分班后的第一件事是搬教室,新的教学楼是原来高三的教学楼,坐落在操场和学区之间,三到五楼是普通教室,一楼是特长生教室,二楼空着,东侧是文科班西侧是理科班,架空的走廊自二楼开始连接着东西两栋楼,走廊下面是通往操场的必经之路,教学楼和操场之间是正对着操场的是主席台楼,小楼的后身也就是面对着教学楼的方向的一面装饰着一幅气势磅礴的壮美河山墙体壁画,大小大约和教学楼走廊下空出的空间一样大,体育课时学生们便从主席楼两侧涌入操场,就像一道屏风隔断了两个相连的天地。
踏进班级的第一刻,顾小南就发现了不同……是他,看来和招风耳男孩分到了一个班。
心里一惊,这很有点意思,如果没有这样的阴差阳错,不知道他们还会不会相识。
他已经选好座位坐在第四排中间的南侧,顾小南来的晚了一些,没有多少位置可供挑选,好在王蓝田和林月华早早把位置占好了,还是窗边,只不过这次换成林月华做窗边。
他就在王蓝田旁边那一列,隔着一条过道,他叫李梧川。
分班是在高二正式开学前的八月,这是学校的传统,因为要补课。
因为补课期间,大家还有点不在状态,新换的老师讲的也是课本上新内容的浅显部分,加上新同学相互磨合的新鲜感,学习在这会儿还显得不那么紧张跟头等重要。

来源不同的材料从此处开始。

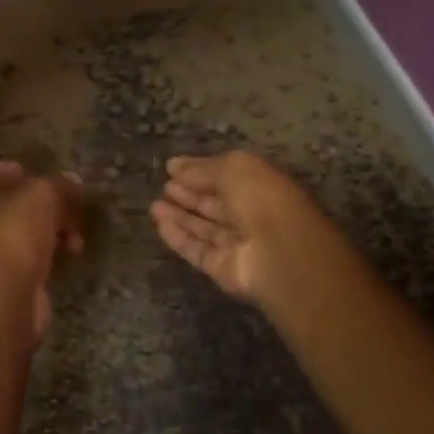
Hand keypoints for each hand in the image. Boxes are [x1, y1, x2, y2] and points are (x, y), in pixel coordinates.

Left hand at [0, 161, 84, 345]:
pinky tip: (71, 254)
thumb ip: (58, 184)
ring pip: (26, 230)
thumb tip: (73, 182)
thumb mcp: (42, 194)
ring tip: (77, 235)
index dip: (24, 172)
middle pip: (15, 203)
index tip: (49, 177)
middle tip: (72, 206)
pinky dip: (52, 252)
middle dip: (47, 204)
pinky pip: (32, 255)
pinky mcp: (6, 277)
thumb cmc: (14, 232)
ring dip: (55, 229)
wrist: (6, 296)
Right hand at [150, 152, 332, 305]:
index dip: (201, 172)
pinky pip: (197, 250)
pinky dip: (178, 237)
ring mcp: (237, 244)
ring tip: (154, 204)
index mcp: (261, 186)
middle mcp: (251, 215)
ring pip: (204, 228)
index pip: (227, 177)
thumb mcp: (232, 169)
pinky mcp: (222, 268)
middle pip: (215, 204)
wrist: (279, 252)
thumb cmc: (261, 198)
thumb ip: (201, 168)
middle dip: (190, 194)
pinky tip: (159, 223)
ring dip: (180, 216)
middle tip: (164, 186)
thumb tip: (174, 165)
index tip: (173, 168)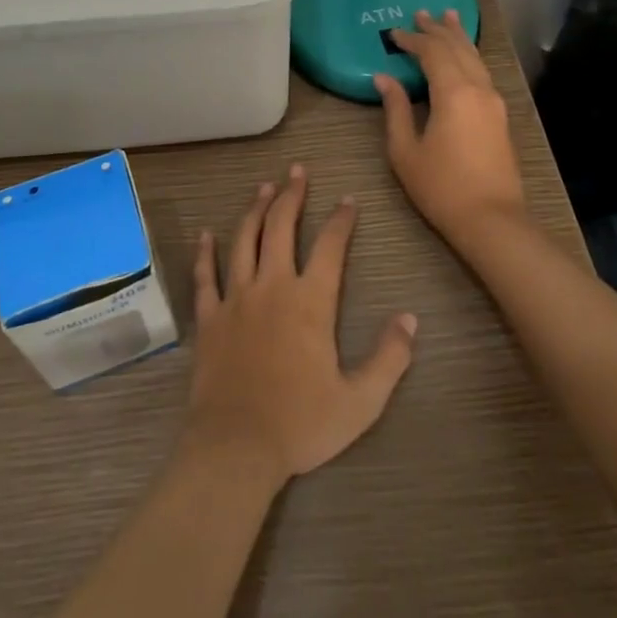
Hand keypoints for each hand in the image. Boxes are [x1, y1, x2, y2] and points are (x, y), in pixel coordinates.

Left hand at [182, 164, 417, 489]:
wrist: (236, 447)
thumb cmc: (301, 424)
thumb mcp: (360, 401)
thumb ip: (389, 358)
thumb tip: (410, 319)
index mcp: (310, 301)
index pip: (330, 246)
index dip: (341, 220)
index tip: (348, 200)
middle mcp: (272, 286)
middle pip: (281, 227)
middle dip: (292, 195)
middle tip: (297, 170)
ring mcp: (236, 298)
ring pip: (245, 240)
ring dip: (255, 209)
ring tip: (264, 186)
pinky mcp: (210, 316)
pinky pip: (206, 276)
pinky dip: (205, 252)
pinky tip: (205, 233)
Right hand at [374, 9, 527, 245]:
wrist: (492, 220)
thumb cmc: (441, 187)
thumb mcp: (406, 150)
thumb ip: (395, 109)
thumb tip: (384, 78)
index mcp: (453, 92)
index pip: (432, 52)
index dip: (412, 40)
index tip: (392, 33)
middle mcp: (478, 88)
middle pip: (457, 48)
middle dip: (437, 29)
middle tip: (421, 12)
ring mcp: (493, 101)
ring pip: (475, 58)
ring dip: (458, 37)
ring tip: (448, 17)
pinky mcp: (500, 116)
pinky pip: (482, 72)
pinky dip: (470, 56)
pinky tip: (464, 56)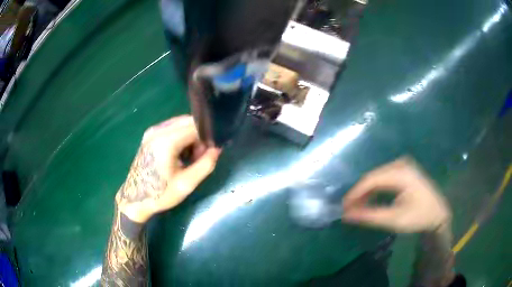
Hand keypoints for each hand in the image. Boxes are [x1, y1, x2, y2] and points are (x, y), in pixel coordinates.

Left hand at [116, 115, 220, 223]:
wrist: (135, 199)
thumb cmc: (160, 193)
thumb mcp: (187, 183)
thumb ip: (206, 164)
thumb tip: (217, 149)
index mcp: (166, 141)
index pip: (195, 127)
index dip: (206, 139)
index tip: (208, 155)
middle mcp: (158, 130)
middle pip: (187, 122)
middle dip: (198, 136)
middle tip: (199, 157)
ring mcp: (151, 131)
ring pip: (180, 124)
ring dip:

也是这段时间,顾小南囫囵吞枣了一整部《红楼梦》,没由来的多愁善感起来。
很快就到了八月的尾声,她一直没找到机会和他说话,倒是王蓝田偶有跟他说上几句,很多时候还是他主动的,因为座位临近或者借个东西什么的,渐渐熟络起来。
有那么一次晚自习,王蓝田要跟顾小南换座位,说是要请教林月华一些学习问题。
整整三节课的晚自习课,顾小南很是艰难的做了一点点习题,便怎么也聚不了精神继续下去,只能找出一本英语书背单词,结果又一个词也记不住,索性再找本闲书出来打发,依旧怎么看也提不起兴致。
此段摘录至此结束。